ACTIVITY
What lines of the data below hold the string "roads"? Copy each one.
*** TASK MATERIAL
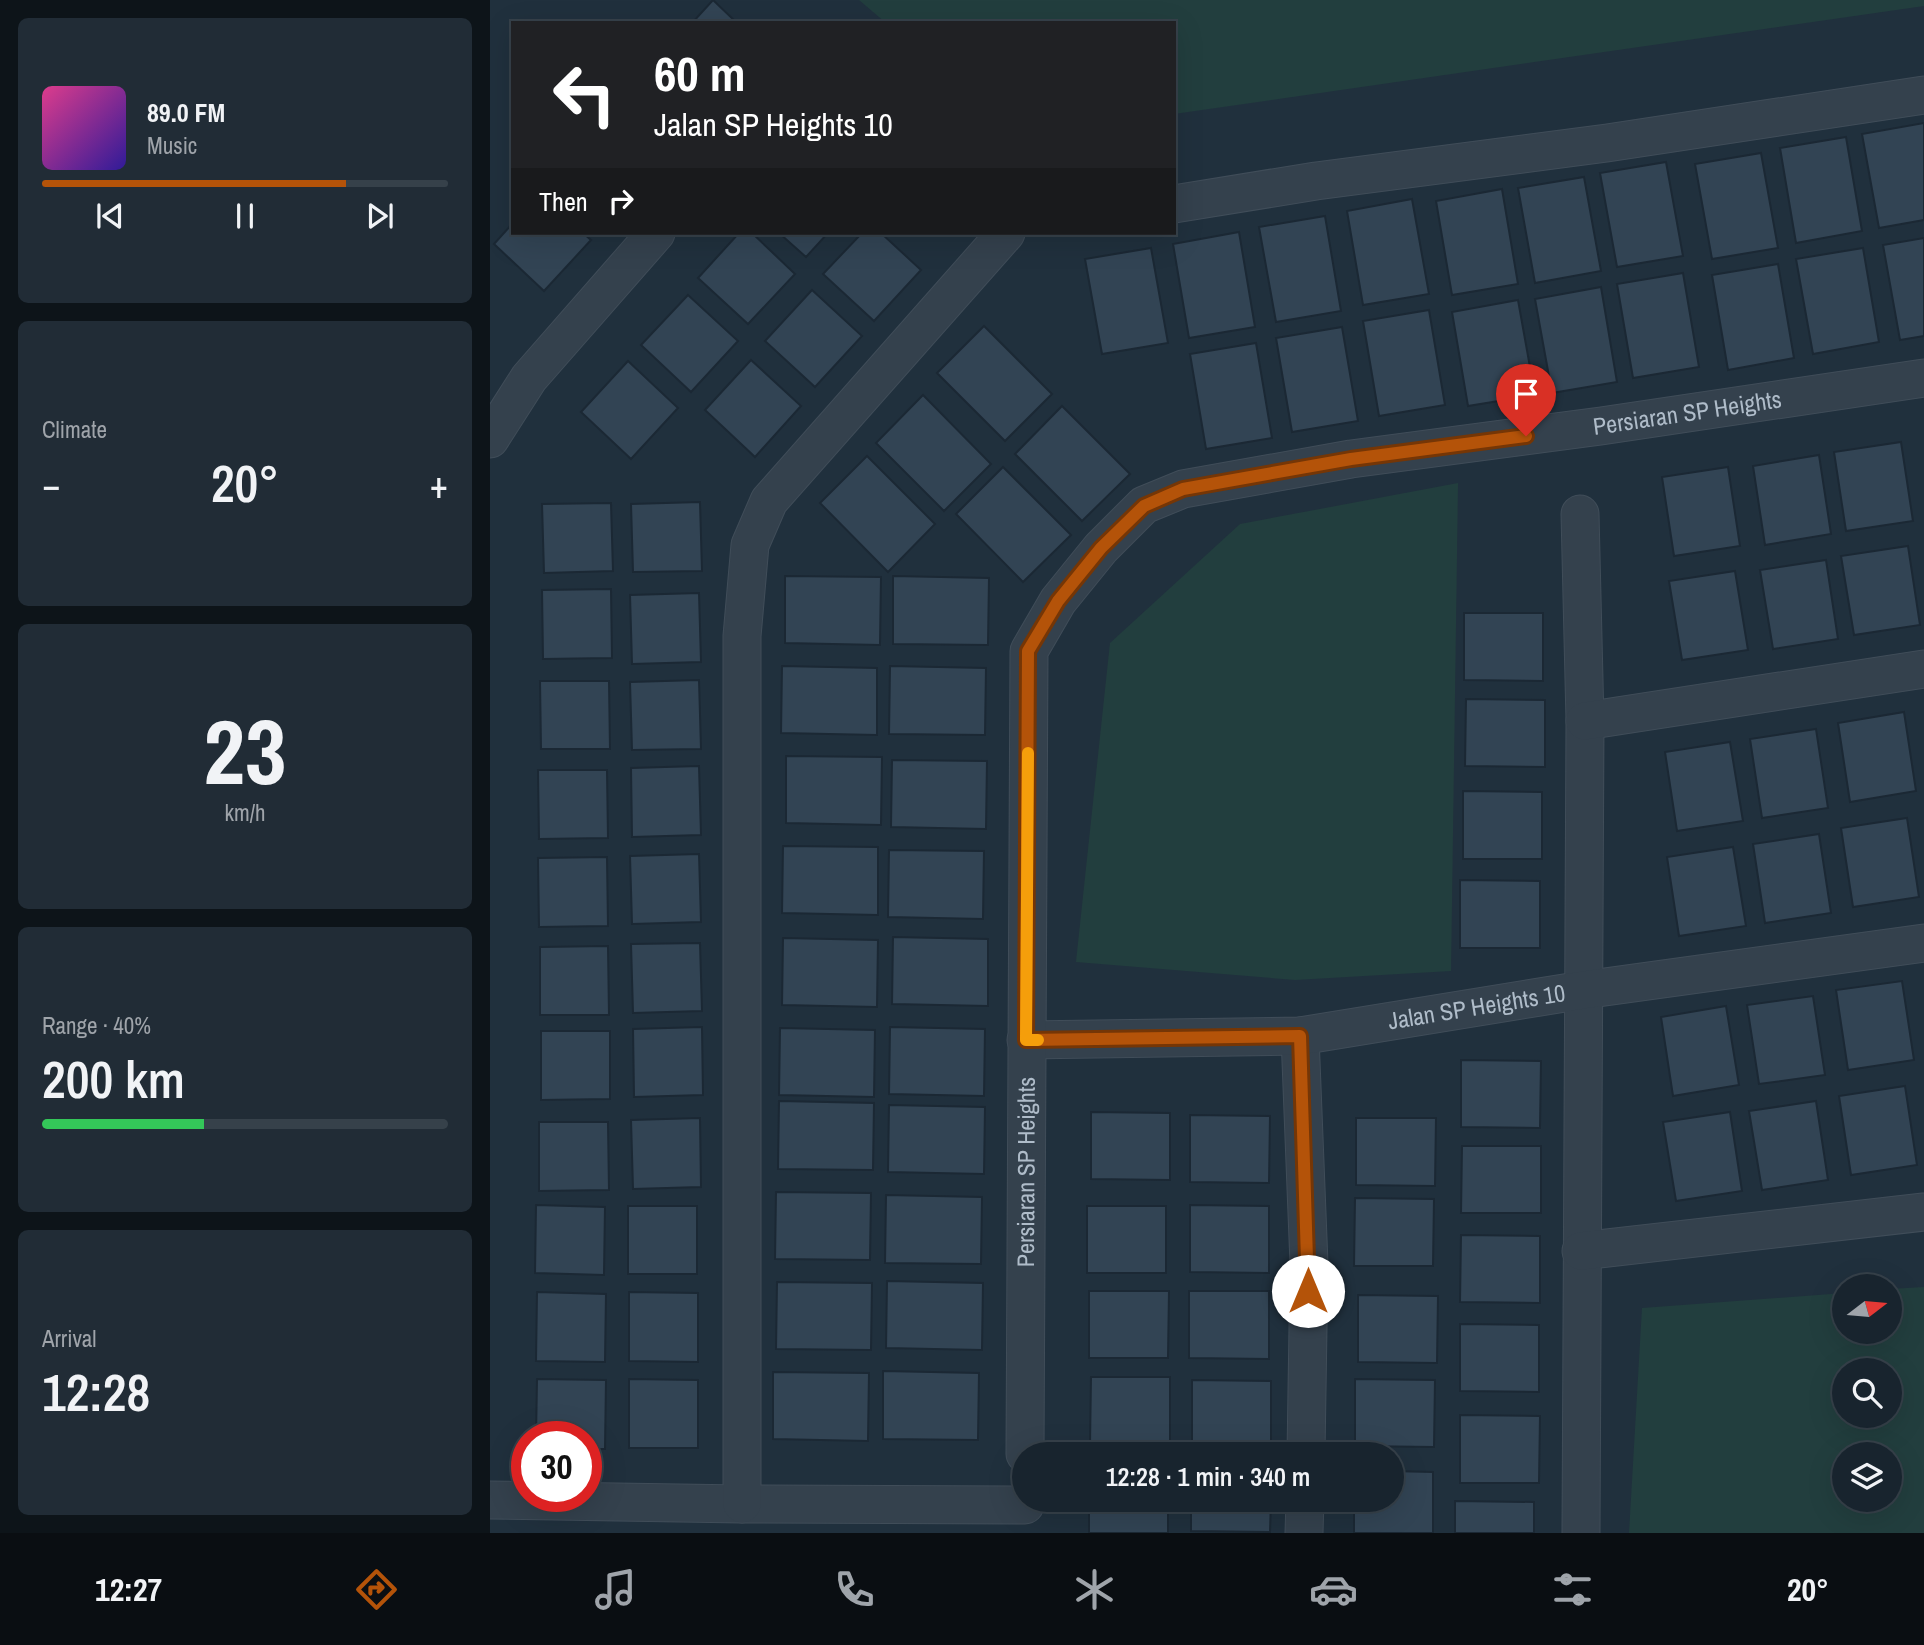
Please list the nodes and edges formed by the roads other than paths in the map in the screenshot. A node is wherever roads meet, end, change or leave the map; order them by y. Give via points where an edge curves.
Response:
1 (1924, 95) edge
2 (1176, 204) edge
3 (654, 235) edge
4 (1004, 235) edge
5 (1924, 377) edge
6 (490, 439) edge
7 (1580, 514) dead end
8 (1924, 669) edge
9 (1585, 721) junction
10 (1924, 943) edge
11 (1583, 990) junction
12 (1300, 1036) junction
13 (1026, 1040) junction
14 (1924, 1212) edge
15 (1581, 1251) junction
16 (1025, 1442) edge
17 (1306, 1442) edge
18 (490, 1500) edge
19 (742, 1504) junction
20 (1305, 1512) edge
21 (1024, 1513) edge
22 (1304, 1533) edge
23 (1581, 1533) edge

1 - 2 street
3 - 6 street via 529,378
4 - 19 street via 769,501 750,545 742,636
5 - 13 street, Persiaran SP Heights via 1351,459 1183,489 1144,506 1067,590 1028,651
7 - 9 street
8 - 9 street
9 - 11 street
10 - 11 street, Jalan SP Heights 10
11 - 12 street, Jalan SP Heights 10
11 - 15 street
12 - 13 street, Jalan SP Heights 10
12 - 17 street via 1309,1264
13 - 16 street, Persiaran SP Heights
14 - 15 street
15 - 23 street
18 - 19 street
19 - 21 street
20 - 22 street

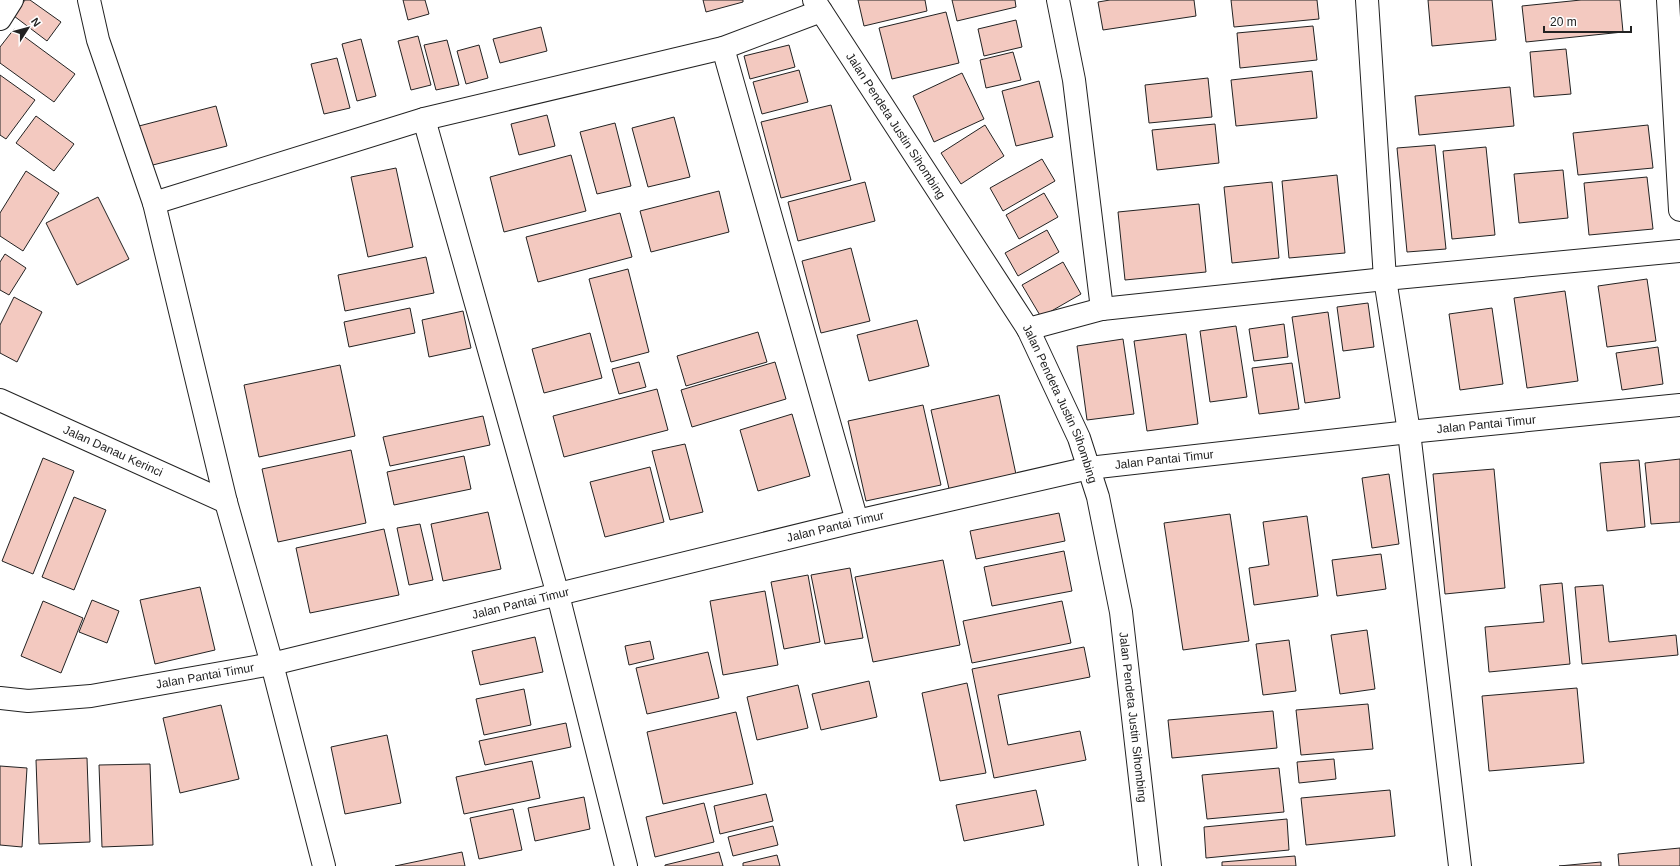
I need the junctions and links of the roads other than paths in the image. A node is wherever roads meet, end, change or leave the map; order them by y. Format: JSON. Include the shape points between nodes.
{"nodes":[{"id":1,"x":12,"y":0,"type":"edge"},
{"id":2,"x":89,"y":0,"type":"edge"},
{"id":3,"x":1058,"y":0,"type":"edge"},
{"id":4,"x":1367,"y":0,"type":"edge"},
{"id":5,"x":1672,"y":3,"type":"edge"},
{"id":6,"x":818,"y":6,"type":"edge"},
{"id":7,"x":0,"y":19,"type":"edge"},
{"id":8,"x":723,"y":48,"type":"junction"},
{"id":9,"x":424,"y":118,"type":"junction"},
{"id":10,"x":154,"y":203,"type":"junction"},
{"id":11,"x":1680,"y":210,"type":"edge"},
{"id":12,"x":1680,"y":251,"type":"edge"},
{"id":13,"x":1385,"y":279,"type":"junction"},
{"id":14,"x":1102,"y":309,"type":"junction"},
{"id":15,"x":1028,"y":329,"type":"junction"},
{"id":16,"x":0,"y":400,"type":"edge"},
{"id":17,"x":1680,"y":405,"type":"edge"},
{"id":18,"x":1409,"y":432,"type":"junction"},
{"id":19,"x":1089,"y":468,"type":"junction"},
{"id":20,"x":226,"y":502,"type":"junction"},
{"id":21,"x":857,"y":521,"type":"junction"},
{"id":22,"x":558,"y":595,"type":"junction"},
{"id":23,"x":272,"y":664,"type":"junction"},
{"id":24,"x":0,"y":698,"type":"edge"},
{"id":25,"x":324,"y":866,"type":"edge"},
{"id":26,"x":626,"y":866,"type":"edge"},
{"id":27,"x":1150,"y":866,"type":"edge"},
{"id":28,"x":1460,"y":866,"type":"edge"}],
"edges":[{"from":1,"to":7,"type":"street"},
{"from":2,"to":10,"type":"street","via":[[98,40]]},
{"from":3,"to":14,"type":"street","via":[[1074,80]]},
{"from":4,"to":13,"type":"street"},
{"from":5,"to":11,"type":"street"},
{"from":6,"to":8,"type":"street"},
{"from":6,"to":15,"type":"street","name":"Jalan Pendeta Justin Sihombing"},
{"from":8,"to":9,"type":"street"},
{"from":8,"to":21,"type":"street"},
{"from":9,"to":10,"type":"street"},
{"from":9,"to":22,"type":"street"},
{"from":10,"to":20,"type":"street"},
{"from":12,"to":13,"type":"street"},
{"from":13,"to":14,"type":"street"},
{"from":13,"to":18,"type":"street"},
{"from":14,"to":15,"type":"street"},
{"from":15,"to":19,"type":"street","name":"Jalan Pendeta Justin Sihombing","via":[[1079,438]]},
{"from":16,"to":20,"type":"street","name":"Jalan Danau Kerinci"},
{"from":17,"to":18,"type":"street","name":"Jalan Pantai Timur"},
{"from":18,"to":19,"type":"street","name":"Jalan Pantai Timur"},
{"from":18,"to":28,"type":"street"},
{"from":19,"to":21,"type":"street","name":"Jalan Pantai Timur"},
{"from":19,"to":27,"type":"street","name":"Jalan Pendeta Justin Sihombing","via":[[1098,497],[1121,612]]},
{"from":20,"to":23,"type":"street"},
{"from":21,"to":22,"type":"street","name":"Jalan Pantai Timur"},
{"from":22,"to":23,"type":"street","name":"Jalan Pantai Timur"},
{"from":22,"to":26,"type":"street"},
{"from":23,"to":24,"type":"street","name":"Jalan Pantai Timur","via":[[91,696],[28,701]]},
{"from":23,"to":25,"type":"street"}]}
******
EXPECTED OUTPUT
Please list the nodes and edges formed by the roads other than paths in the map in the screenshot. A node is wherever roads meet, end, change or leave the map; order them by y. Give via points where an edge curves.
I need the junctions and links of the roads other than paths in the image. A node is wherever roads meet, end, change or leave the map; order them by y. Format: JSON. Include the shape points between nodes.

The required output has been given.